Activity:
Set down the entries below exactly, leaving out all images.

Material for this exercise:
────────────────────────────────────────
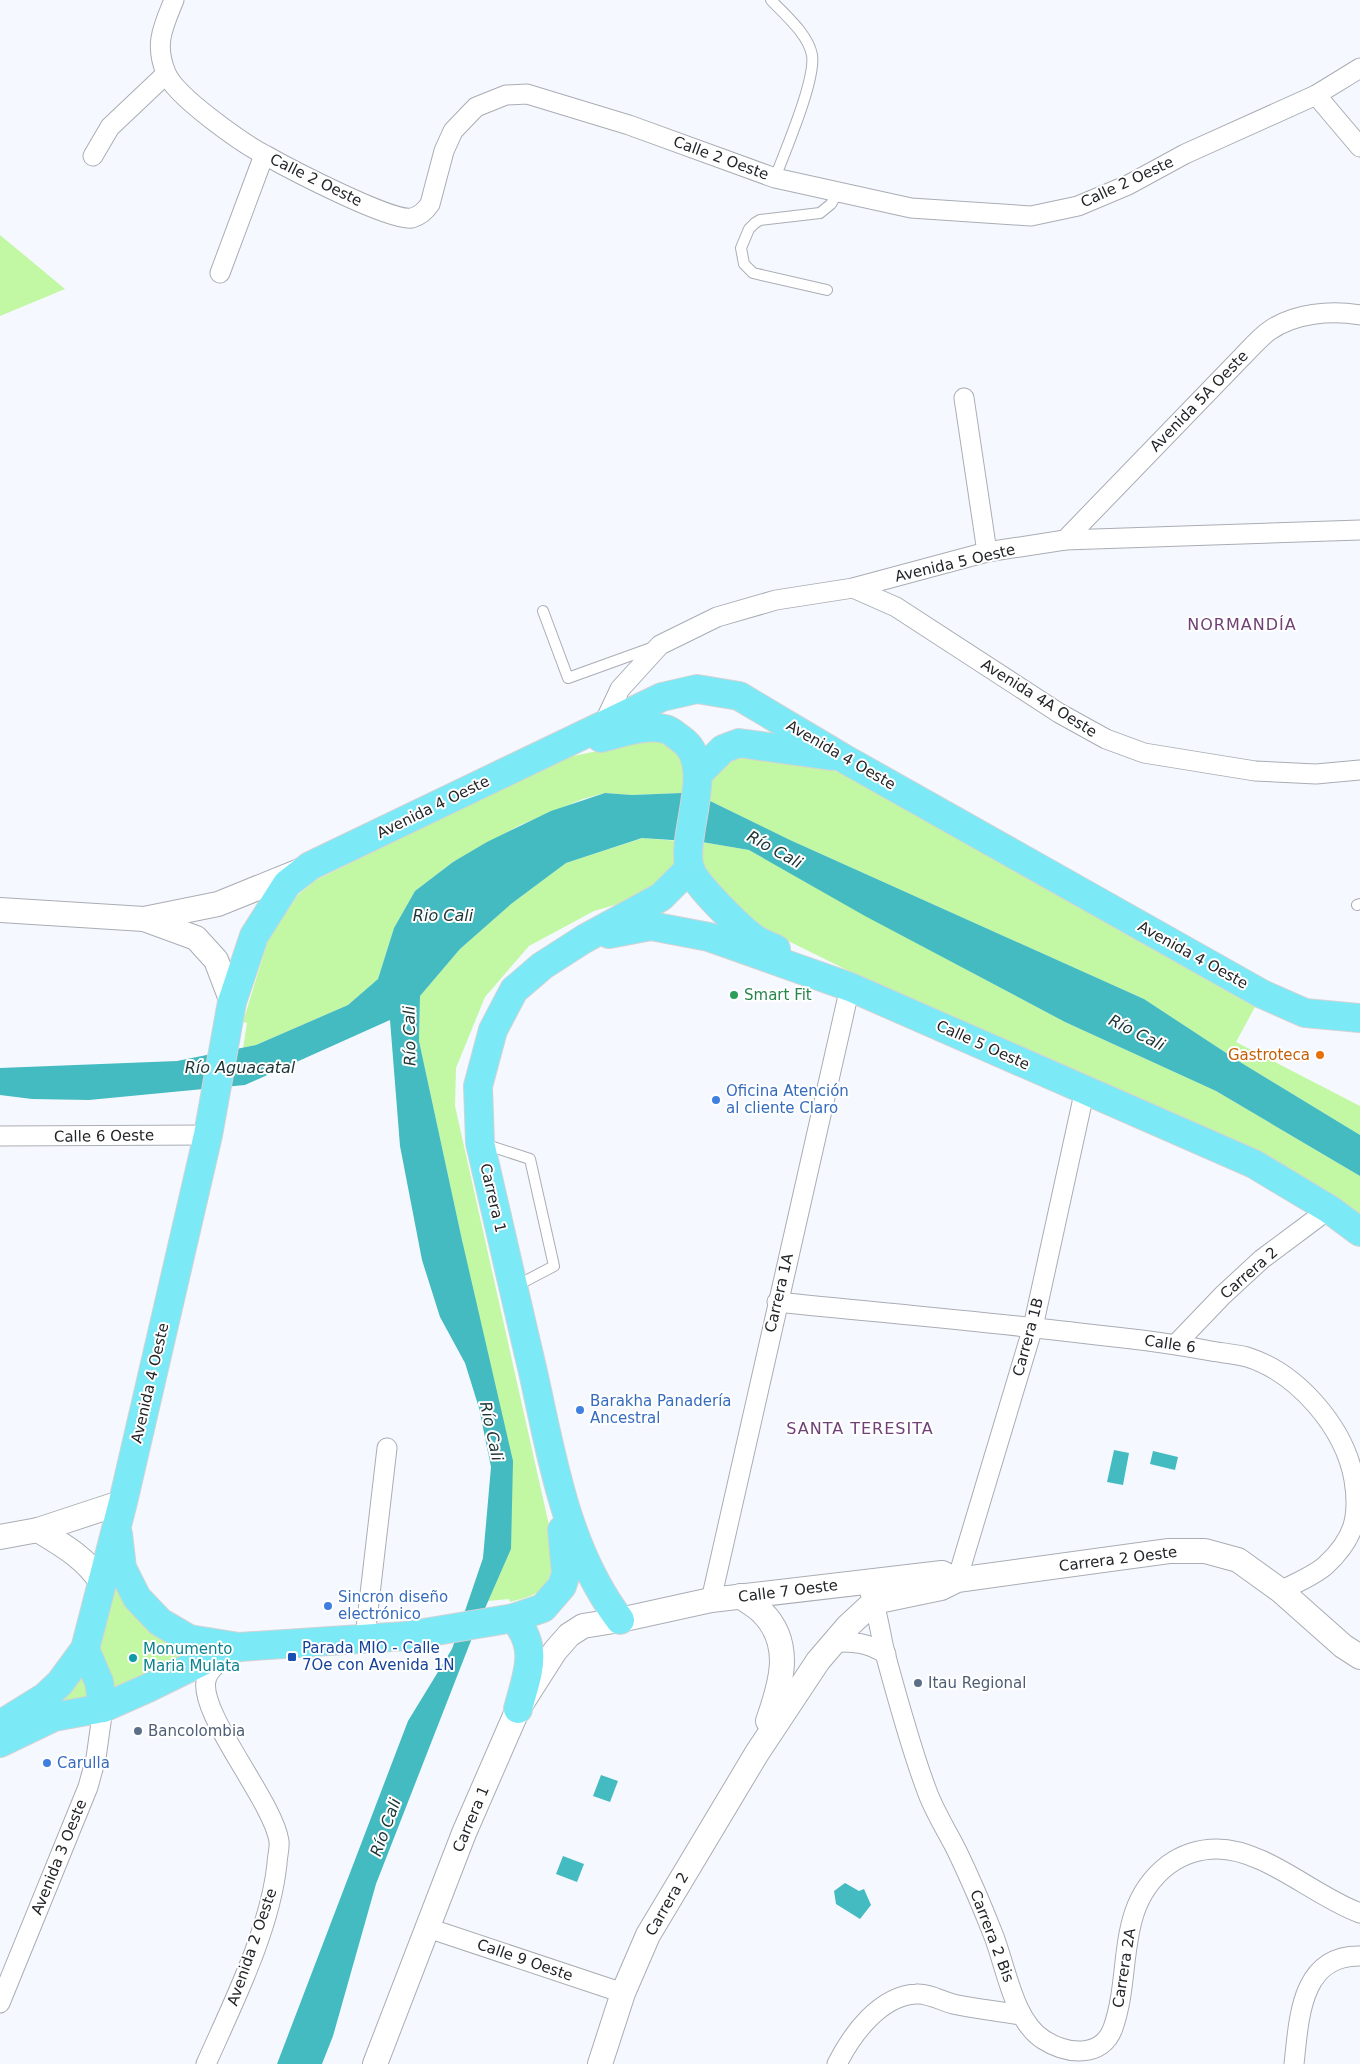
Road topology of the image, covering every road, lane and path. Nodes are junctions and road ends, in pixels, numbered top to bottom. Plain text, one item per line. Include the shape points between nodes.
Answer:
1 (174, 0) edge
2 (771, 0) edge
3 (1360, 68) edge
4 (166, 74) junction
5 (1316, 95) junction
6 (1360, 147) edge
7 (264, 155) junction
8 (93, 156) dead end
9 (775, 178) junction
10 (838, 192) junction
11 (220, 273) dead end
12 (827, 290) dead end
13 (1360, 315) edge
14 (964, 398) dead end
15 (1360, 530) edge
16 (1065, 540) junction
17 (987, 552) junction
18 (853, 588) junction
19 (543, 611) dead end
20 (660, 645) junction
21 (603, 724) junction
22 (556, 748) junction
23 (843, 758) junction
24 (1360, 770) edge
25 (697, 780) junction
26 (689, 860) junction
27 (310, 866) junction
28 (0, 910) edge
29 (144, 919) junction
30 (584, 939) junction
31 (850, 987) junction
32 (231, 1012) junction
33 (1360, 1018) edge
34 (1085, 1089) junction
35 (208, 1135) junction
36 (0, 1136) edge
37 (480, 1143) junction
38 (1329, 1209) junction
39 (1360, 1232) edge
40 (513, 1288) junction
41 (777, 1302) junction
42 (1032, 1327) junction
43 (1176, 1344) junction
44 (387, 1448) dead end
45 (561, 1495) junction
46 (123, 1502) junction
47 (38, 1530) junction
48 (0, 1537) edge
49 (957, 1580) junction
50 (101, 1582) junction
51 (862, 1582) junction
52 (1281, 1591) junction
53 (740, 1596) junction
54 (711, 1600) junction
55 (874, 1602) junction
56 (508, 1619) junction
57 (620, 1620) junction
58 (364, 1637) junction
59 (833, 1642) junction
60 (239, 1647) junction
61 (85, 1649) junction
62 (886, 1654) junction
63 (1360, 1658) edge
64 (103, 1708) junction
65 (518, 1709) junction
66 (0, 1725) edge
67 (0, 1743) edge
68 (757, 1754) junction
69 (1360, 1912) edge
70 (428, 1928) junction
71 (1360, 1956) edge
72 (623, 1993) junction
73 (0, 2003) edge
74 (1021, 2015) junction
75 (206, 2064) edge
76 (375, 2064) edge
77 (600, 2064) edge
78 (837, 2064) edge
79 (1294, 2064) edge

1 - 4 street via 159,39
2 - 9 lane via 805,38 812,54 812,74
3 - 5 street, Calle 2 Oeste
4 - 7 street, Calle 2 Oeste via 185,97
4 - 8 street via 110,127
5 - 6 street
5 - 10 street, Calle 2 Oeste via 1185,154 1128,185 1078,206 1031,216 911,208
7 - 9 street, Calle 2 Oeste via 388,214 412,218 430,204 453,131 476,107 506,95 527,94 629,125
7 - 11 street
9 - 10 street, Calle 2 Oeste
10 - 12 lane via 820,213 760,220 749,229 741,248 744,264 753,273
13 - 16 street, Avenida 5A Oeste via 1344,312 1309,314 1270,330
14 - 17 street
15 - 16 street, Avenida 5 Oeste
16 - 17 street, Avenida 5 Oeste
17 - 18 street, Avenida 5 Oeste
18 - 20 street, Avenida 5 Oeste via 776,600 726,614
18 - 24 street, Avenida 4A Oeste via 896,607 1059,713 1106,739 1144,753 1255,771 1316,774
19 - 20 lane via 568,678
20 - 21 street, Avenida 5 Oeste via 620,689
21 - 22 main road, Avenida 4 Oeste
21 - 23 main road, Avenida 4 Oeste via 662,697 697,689 739,696
22 - 25 main road via 640,729 667,729 687,743 696,756
22 - 27 main road, Avenida 4 Oeste
23 - 25 main road via 739,743 723,749
23 - 33 main road, Avenida 4 Oeste via 1262,994 1304,1013
25 - 26 main road
26 - 30 main road, Carrera 1 via 661,897
26 - 31 main road via 713,900 755,939
27 - 29 street, Avenida 4 Oeste via 218,904
27 - 32 main road, Avenida 4 Oeste via 286,884 254,936
28 - 29 street, Avenida 4 Oeste
29 - 32 street, Avenida 4 Oeste via 196,938 216,960
30 - 31 main road, Calle 5 Oeste via 651,926 709,937
30 - 37 main road, Carrera 1 via 542,966 514,990 497,1022 478,1086
31 - 34 main road, Calle 5 Oeste
31 - 41 street, Carrera 1A
32 - 35 main road, Avenida 4 Oeste
34 - 38 main road, Calle 5 Oeste via 1254,1164
34 - 42 street, Carrera 1B
35 - 36 street, Calle 6 Oeste
35 - 46 main road, Avenida 4 Oeste
37 - 40 main road, Carrera 1
37 - 40 lane via 530,1159 554,1266
38 - 39 main road, Calle 5 Oeste
38 - 43 street, Carrera 2 via 1222,1295
40 - 45 main road, Carrera 1
41 - 42 street, Calle 6
41 - 54 street, Carrera 1A
42 - 43 street, Calle 6
42 - 49 street, Carrera 1B
43 - 52 street, Calle 6 via 1247,1357 1276,1372 1304,1393 1332,1425 1347,1452 1358,1498 1357,1518 1349,1537 1325,1566
44 - 58 street
45 - 56 main road via 566,1554 562,1586 543,1608
45 - 57 main road via 591,1576
46 - 47 street
46 - 50 main road, Avenida 4 Oeste
46 - 60 main road via 118,1535 122,1568 137,1598 160,1622 189,1639
47 - 48 street
47 - 50 street via 86,1563
49 - 51 street, Calle 7 Oeste via 942,1573
49 - 52 street, Carrera 2 Oeste via 1169,1550 1205,1551 1238,1560
49 - 55 street, Carrera 2 Oeste via 941,1588
50 - 61 main road, Avenida 4 Oeste
51 - 53 street, Calle 7 Oeste
51 - 55 street, Carrera 2 Bis
52 - 63 street, Carrera 2 Oeste
53 - 54 street, Calle 7 Oeste
53 - 68 street, Carrera 2 via 762,1611 772,1625 784,1658 782,1678
54 - 57 street, Calle 7 Oeste
55 - 59 street, Carrera 2
55 - 62 street, Carrera 2 Bis
56 - 58 main road via 406,1636
56 - 65 main road via 522,1628 530,1644
57 - 65 street, Carrera 1 via 583,1626 569,1635
58 - 60 main road
59 - 62 street via 871,1645
59 - 68 street, Carrera 2
60 - 64 main road
60 - 75 street, Avenida 2 Oeste via 216,1664 207,1677 205,1690 216,1718 262,1796 279,1842 274,1892 239,1989
61 - 64 main road via 99,1682
61 - 66 main road, Avenida 4 Oeste via 60,1683 45,1697
62 - 74 street, Carrera 2 Bis via 927,1792 994,1935
64 - 67 main road via 54,1717
64 - 73 street, Avenida 3 Oeste via 88,1787
65 - 70 street, Carrera 1 via 464,1833
68 - 72 street, Carrera 2 via 648,1935
69 - 74 street, Carrera 2A via 1243,1852 1197,1850 1176,1858 1154,1876 1141,1895 1129,1924 1112,2031 1100,2044 1086,2051 1055,2047 1037,2036
70 - 72 street, Calle 9 Oeste
70 - 76 street, Carrera 1
71 - 79 street via 1334,1960 1312,1982 1299,2012
72 - 77 street, Carrera 2
74 - 78 street via 955,2004 918,1993 894,1998 848,2042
────────────────────────────────────────
Final answer:
Road topology of the image, covering every road, lane and path. Nodes are junctions and road ends, in pixels, numbered top to bottom. Plain text, one item per line. Include the shape points between nodes.
Answer:
1 (174, 0) edge
2 (771, 0) edge
3 (1360, 68) edge
4 (166, 74) junction
5 (1316, 95) junction
6 (1360, 147) edge
7 (264, 155) junction
8 (93, 156) dead end
9 (775, 178) junction
10 (838, 192) junction
11 (220, 273) dead end
12 (827, 290) dead end
13 (1360, 315) edge
14 (964, 398) dead end
15 (1360, 530) edge
16 (1065, 540) junction
17 (987, 552) junction
18 (853, 588) junction
19 (543, 611) dead end
20 (660, 645) junction
21 (603, 724) junction
22 (556, 748) junction
23 (843, 758) junction
24 (1360, 770) edge
25 (697, 780) junction
26 (689, 860) junction
27 (310, 866) junction
28 (0, 910) edge
29 (144, 919) junction
30 (584, 939) junction
31 (850, 987) junction
32 (231, 1012) junction
33 (1360, 1018) edge
34 (1085, 1089) junction
35 (208, 1135) junction
36 (0, 1136) edge
37 (480, 1143) junction
38 (1329, 1209) junction
39 (1360, 1232) edge
40 (513, 1288) junction
41 (777, 1302) junction
42 (1032, 1327) junction
43 (1176, 1344) junction
44 (387, 1448) dead end
45 (561, 1495) junction
46 (123, 1502) junction
47 (38, 1530) junction
48 (0, 1537) edge
49 (957, 1580) junction
50 (101, 1582) junction
51 (862, 1582) junction
52 (1281, 1591) junction
53 (740, 1596) junction
54 (711, 1600) junction
55 (874, 1602) junction
56 (508, 1619) junction
57 (620, 1620) junction
58 (364, 1637) junction
59 (833, 1642) junction
60 (239, 1647) junction
61 (85, 1649) junction
62 (886, 1654) junction
63 (1360, 1658) edge
64 (103, 1708) junction
65 (518, 1709) junction
66 (0, 1725) edge
67 (0, 1743) edge
68 (757, 1754) junction
69 (1360, 1912) edge
70 (428, 1928) junction
71 (1360, 1956) edge
72 (623, 1993) junction
73 (0, 2003) edge
74 (1021, 2015) junction
75 (206, 2064) edge
76 (375, 2064) edge
77 (600, 2064) edge
78 (837, 2064) edge
79 (1294, 2064) edge

1 - 4 street via 159,39
2 - 9 lane via 805,38 812,54 812,74
3 - 5 street, Calle 2 Oeste
4 - 7 street, Calle 2 Oeste via 185,97
4 - 8 street via 110,127
5 - 6 street
5 - 10 street, Calle 2 Oeste via 1185,154 1128,185 1078,206 1031,216 911,208
7 - 9 street, Calle 2 Oeste via 388,214 412,218 430,204 453,131 476,107 506,95 527,94 629,125
7 - 11 street
9 - 10 street, Calle 2 Oeste
10 - 12 lane via 820,213 760,220 749,229 741,248 744,264 753,273
13 - 16 street, Avenida 5A Oeste via 1344,312 1309,314 1270,330
14 - 17 street
15 - 16 street, Avenida 5 Oeste
16 - 17 street, Avenida 5 Oeste
17 - 18 street, Avenida 5 Oeste
18 - 20 street, Avenida 5 Oeste via 776,600 726,614
18 - 24 street, Avenida 4A Oeste via 896,607 1059,713 1106,739 1144,753 1255,771 1316,774
19 - 20 lane via 568,678
20 - 21 street, Avenida 5 Oeste via 620,689
21 - 22 main road, Avenida 4 Oeste
21 - 23 main road, Avenida 4 Oeste via 662,697 697,689 739,696
22 - 25 main road via 640,729 667,729 687,743 696,756
22 - 27 main road, Avenida 4 Oeste
23 - 25 main road via 739,743 723,749
23 - 33 main road, Avenida 4 Oeste via 1262,994 1304,1013
25 - 26 main road
26 - 30 main road, Carrera 1 via 661,897
26 - 31 main road via 713,900 755,939
27 - 29 street, Avenida 4 Oeste via 218,904
27 - 32 main road, Avenida 4 Oeste via 286,884 254,936
28 - 29 street, Avenida 4 Oeste
29 - 32 street, Avenida 4 Oeste via 196,938 216,960
30 - 31 main road, Calle 5 Oeste via 651,926 709,937
30 - 37 main road, Carrera 1 via 542,966 514,990 497,1022 478,1086
31 - 34 main road, Calle 5 Oeste
31 - 41 street, Carrera 1A
32 - 35 main road, Avenida 4 Oeste
34 - 38 main road, Calle 5 Oeste via 1254,1164
34 - 42 street, Carrera 1B
35 - 36 street, Calle 6 Oeste
35 - 46 main road, Avenida 4 Oeste
37 - 40 main road, Carrera 1
37 - 40 lane via 530,1159 554,1266
38 - 39 main road, Calle 5 Oeste
38 - 43 street, Carrera 2 via 1222,1295
40 - 45 main road, Carrera 1
41 - 42 street, Calle 6
41 - 54 street, Carrera 1A
42 - 43 street, Calle 6
42 - 49 street, Carrera 1B
43 - 52 street, Calle 6 via 1247,1357 1276,1372 1304,1393 1332,1425 1347,1452 1358,1498 1357,1518 1349,1537 1325,1566
44 - 58 street
45 - 56 main road via 566,1554 562,1586 543,1608
45 - 57 main road via 591,1576
46 - 47 street
46 - 50 main road, Avenida 4 Oeste
46 - 60 main road via 118,1535 122,1568 137,1598 160,1622 189,1639
47 - 48 street
47 - 50 street via 86,1563
49 - 51 street, Calle 7 Oeste via 942,1573
49 - 52 street, Carrera 2 Oeste via 1169,1550 1205,1551 1238,1560
49 - 55 street, Carrera 2 Oeste via 941,1588
50 - 61 main road, Avenida 4 Oeste
51 - 53 street, Calle 7 Oeste
51 - 55 street, Carrera 2 Bis
52 - 63 street, Carrera 2 Oeste
53 - 54 street, Calle 7 Oeste
53 - 68 street, Carrera 2 via 762,1611 772,1625 784,1658 782,1678
54 - 57 street, Calle 7 Oeste
55 - 59 street, Carrera 2
55 - 62 street, Carrera 2 Bis
56 - 58 main road via 406,1636
56 - 65 main road via 522,1628 530,1644
57 - 65 street, Carrera 1 via 583,1626 569,1635
58 - 60 main road
59 - 62 street via 871,1645
59 - 68 street, Carrera 2
60 - 64 main road
60 - 75 street, Avenida 2 Oeste via 216,1664 207,1677 205,1690 216,1718 262,1796 279,1842 274,1892 239,1989
61 - 64 main road via 99,1682
61 - 66 main road, Avenida 4 Oeste via 60,1683 45,1697
62 - 74 street, Carrera 2 Bis via 927,1792 994,1935
64 - 67 main road via 54,1717
64 - 73 street, Avenida 3 Oeste via 88,1787
65 - 70 street, Carrera 1 via 464,1833
68 - 72 street, Carrera 2 via 648,1935
69 - 74 street, Carrera 2A via 1243,1852 1197,1850 1176,1858 1154,1876 1141,1895 1129,1924 1112,2031 1100,2044 1086,2051 1055,2047 1037,2036
70 - 72 street, Calle 9 Oeste
70 - 76 street, Carrera 1
71 - 79 street via 1334,1960 1312,1982 1299,2012
72 - 77 street, Carrera 2
74 - 78 street via 955,2004 918,1993 894,1998 848,2042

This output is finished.